When Sjoerd came home at around eleven and went into the living room, Armanda stayed sitting close to him on the sofa and stared at the tips of her shoes with a tragic expression.
“What is it?”
He had called her that morning from Zeeland to say that that was where he was, and told her in good faith that he didn’t know yet when he’d be setting off back to Amsterdam.

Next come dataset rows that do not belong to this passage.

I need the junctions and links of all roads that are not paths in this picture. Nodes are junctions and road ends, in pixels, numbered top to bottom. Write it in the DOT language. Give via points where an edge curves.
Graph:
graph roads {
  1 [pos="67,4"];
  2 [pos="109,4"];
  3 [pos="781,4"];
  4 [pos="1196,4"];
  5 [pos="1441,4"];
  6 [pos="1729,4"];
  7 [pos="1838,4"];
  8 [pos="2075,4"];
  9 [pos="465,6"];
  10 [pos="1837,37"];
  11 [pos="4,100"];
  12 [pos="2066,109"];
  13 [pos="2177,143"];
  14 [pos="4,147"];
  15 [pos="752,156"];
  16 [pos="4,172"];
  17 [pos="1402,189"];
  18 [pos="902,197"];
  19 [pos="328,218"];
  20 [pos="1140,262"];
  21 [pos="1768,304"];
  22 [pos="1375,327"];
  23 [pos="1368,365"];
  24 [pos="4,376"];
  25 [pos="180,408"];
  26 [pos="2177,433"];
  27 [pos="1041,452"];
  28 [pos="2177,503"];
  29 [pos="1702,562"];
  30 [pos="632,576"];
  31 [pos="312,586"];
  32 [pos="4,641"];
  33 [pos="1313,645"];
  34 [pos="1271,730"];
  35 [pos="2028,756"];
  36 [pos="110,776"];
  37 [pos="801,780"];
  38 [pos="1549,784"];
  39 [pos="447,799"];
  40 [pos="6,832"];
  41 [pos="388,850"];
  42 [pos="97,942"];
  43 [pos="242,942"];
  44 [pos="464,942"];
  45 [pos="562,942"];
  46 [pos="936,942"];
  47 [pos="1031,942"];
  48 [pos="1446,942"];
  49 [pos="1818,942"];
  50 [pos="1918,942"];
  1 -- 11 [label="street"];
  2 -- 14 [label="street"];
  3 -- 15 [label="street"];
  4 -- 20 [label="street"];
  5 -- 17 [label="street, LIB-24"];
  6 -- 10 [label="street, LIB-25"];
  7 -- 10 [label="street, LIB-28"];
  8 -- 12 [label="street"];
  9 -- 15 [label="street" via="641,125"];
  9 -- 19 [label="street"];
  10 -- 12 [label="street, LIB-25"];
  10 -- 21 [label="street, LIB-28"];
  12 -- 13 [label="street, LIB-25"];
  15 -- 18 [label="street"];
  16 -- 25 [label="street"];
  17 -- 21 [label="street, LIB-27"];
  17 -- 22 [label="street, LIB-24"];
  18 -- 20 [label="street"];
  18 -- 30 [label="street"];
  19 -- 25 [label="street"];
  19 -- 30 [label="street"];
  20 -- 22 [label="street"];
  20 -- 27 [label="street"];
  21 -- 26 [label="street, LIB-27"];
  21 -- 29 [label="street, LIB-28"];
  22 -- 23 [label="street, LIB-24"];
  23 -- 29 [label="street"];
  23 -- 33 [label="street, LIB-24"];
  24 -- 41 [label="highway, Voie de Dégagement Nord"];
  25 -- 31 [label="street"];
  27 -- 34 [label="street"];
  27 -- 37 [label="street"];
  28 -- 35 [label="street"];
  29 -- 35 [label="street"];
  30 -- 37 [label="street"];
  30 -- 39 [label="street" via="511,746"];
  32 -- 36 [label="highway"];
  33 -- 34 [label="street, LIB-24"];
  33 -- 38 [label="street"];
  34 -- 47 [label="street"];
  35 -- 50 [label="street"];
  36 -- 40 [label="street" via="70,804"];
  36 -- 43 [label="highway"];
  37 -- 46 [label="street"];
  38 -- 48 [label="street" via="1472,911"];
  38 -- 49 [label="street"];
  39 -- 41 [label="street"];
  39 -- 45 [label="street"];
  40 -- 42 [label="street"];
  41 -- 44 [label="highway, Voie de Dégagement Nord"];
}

So now this situation. Remorsefully Sjoerd sank down halfway onto the floor in front of her and looked into her face. Armanda, a little encouraged by this, immediately let loose a torrent of words, she’d spent the entire day imagining the whole area he’d felt compelled to go visit all of a sudden, just like that, the map, the layout of Schouwen-Duiveland closed in by its two sea arms.
“Her map,” she sobbed openly. “Forbidden territory for me!”
Sjoerd had put his arms around her hips and her bottom. Now he slid onto the sofa next to her, pressed his face into her neck, and whispered, “No, no, you’re crazy” so compliantly into her ear that she sat up, looked around her, all animated, and exclaimed, “And what do you say to this!”
Disconcerted but still remorseful, he followed her eyes.
“What’s all this except her new house, her seven rooms, her attic, her garden to the southeast, her shed, don’t pull such a dumb face, with brand-new furniture that’s all the stuff she chose?”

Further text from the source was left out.